As described above, a polypeptide having goat growth hormone activity can be obtained by deleting the cDNA encoding the entire region of the goat growth hormone precursor of the present invention or the region encoding the amino acids 1 to 26 or 27 from the cDNA. It is possible to produce it using DNA obtained by

The E. coli containing pgcGH-24 was deposited as E. coli EGGH24 on December 9, 1985 at the Institute of Microbial Technology, Agency of Industrial Science and Technology (deposit number FERM P-9754).

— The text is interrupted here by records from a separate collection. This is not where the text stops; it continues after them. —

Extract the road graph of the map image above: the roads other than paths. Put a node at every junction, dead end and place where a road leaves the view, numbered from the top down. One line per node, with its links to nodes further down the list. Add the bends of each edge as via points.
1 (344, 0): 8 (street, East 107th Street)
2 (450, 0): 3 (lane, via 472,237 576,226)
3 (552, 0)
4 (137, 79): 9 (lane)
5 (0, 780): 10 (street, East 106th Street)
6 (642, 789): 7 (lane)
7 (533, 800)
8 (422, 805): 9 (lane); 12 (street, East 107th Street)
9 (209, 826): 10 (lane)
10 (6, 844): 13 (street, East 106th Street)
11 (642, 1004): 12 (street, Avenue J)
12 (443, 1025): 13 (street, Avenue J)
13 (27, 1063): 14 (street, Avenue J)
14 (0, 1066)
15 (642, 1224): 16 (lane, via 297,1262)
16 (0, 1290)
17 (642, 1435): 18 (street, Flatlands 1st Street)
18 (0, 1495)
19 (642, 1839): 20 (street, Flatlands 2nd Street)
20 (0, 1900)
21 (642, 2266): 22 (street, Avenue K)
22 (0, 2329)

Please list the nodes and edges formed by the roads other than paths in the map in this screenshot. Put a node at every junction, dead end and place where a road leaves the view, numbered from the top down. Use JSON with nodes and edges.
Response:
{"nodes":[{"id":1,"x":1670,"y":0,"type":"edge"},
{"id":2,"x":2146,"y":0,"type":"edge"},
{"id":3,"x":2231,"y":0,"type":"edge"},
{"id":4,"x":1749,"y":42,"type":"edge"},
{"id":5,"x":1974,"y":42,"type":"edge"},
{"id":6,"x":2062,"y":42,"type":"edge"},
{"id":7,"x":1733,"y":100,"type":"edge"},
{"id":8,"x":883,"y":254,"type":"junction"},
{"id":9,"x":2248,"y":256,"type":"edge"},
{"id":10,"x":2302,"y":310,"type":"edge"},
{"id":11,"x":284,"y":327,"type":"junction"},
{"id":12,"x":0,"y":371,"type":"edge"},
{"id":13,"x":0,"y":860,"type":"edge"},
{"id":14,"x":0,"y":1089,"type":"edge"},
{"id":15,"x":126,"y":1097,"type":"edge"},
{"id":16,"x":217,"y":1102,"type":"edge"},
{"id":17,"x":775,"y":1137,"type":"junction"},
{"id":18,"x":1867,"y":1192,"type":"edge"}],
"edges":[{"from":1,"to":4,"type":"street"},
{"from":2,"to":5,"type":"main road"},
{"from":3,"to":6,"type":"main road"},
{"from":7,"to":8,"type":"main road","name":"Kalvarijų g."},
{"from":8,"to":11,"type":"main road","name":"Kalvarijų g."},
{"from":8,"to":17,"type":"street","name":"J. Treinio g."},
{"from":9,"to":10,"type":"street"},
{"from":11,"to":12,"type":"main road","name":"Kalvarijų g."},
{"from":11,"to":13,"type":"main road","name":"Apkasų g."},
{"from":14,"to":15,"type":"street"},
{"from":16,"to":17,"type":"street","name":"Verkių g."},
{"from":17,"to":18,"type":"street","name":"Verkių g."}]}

[Brief explanation of the drawing]

Figure 1 shows an overview of cDNA synthesis by the Okayama-Barb method and the construction process of a recombinant plasmid containing the DNA, and Figure 2 shows a restriction enzyme cleavage map of the cDNA portion of pgcGH-24. . Primer + RNA

Claims (11)

[Claims] (1) The following amino acid sequence: [There is a gene sequence] (n in the above array is 0 or 1) Goat growth hormone expressed as (2) The following amino acid sequence: [There is a gene sequence] [There is a gene sequence] Goat growth hormone precursor expressed as . (3) DNA encoding goat growth hormone having the following amino acid sequence. [There is a gene sequence] (n in the above sequence is 0 or 1) (4) cDNA encoding goat growth hormone precursor
. (5) The following base sequence: [There is a gene sequence] The cDNA according to claim 4, which has the following. (6) cDNA encoding goat growth hormone precursor
Recombinant plasmid containing. (7) The recombinant plasmid according to claim 6, wherein the cDNA has the following base sequences: [There is a gene sequence] [There is a gene sequence]. (8) The recombinant plasmid according to claim 6, wherein the plasmid is pgcGH-24. (9) E. coli containing recombinant DNA into which DNA encoding a goat growth hormone precursor has been incorporated. (10) The E. coli according to claim 9, wherein the recombinant DNA is a plasmid. (11) The E. coli according to claim 9, wherein the plasmid is pgcGH-24. (12) The E. coli according to claim 9, wherein the E. coli is EGGH24.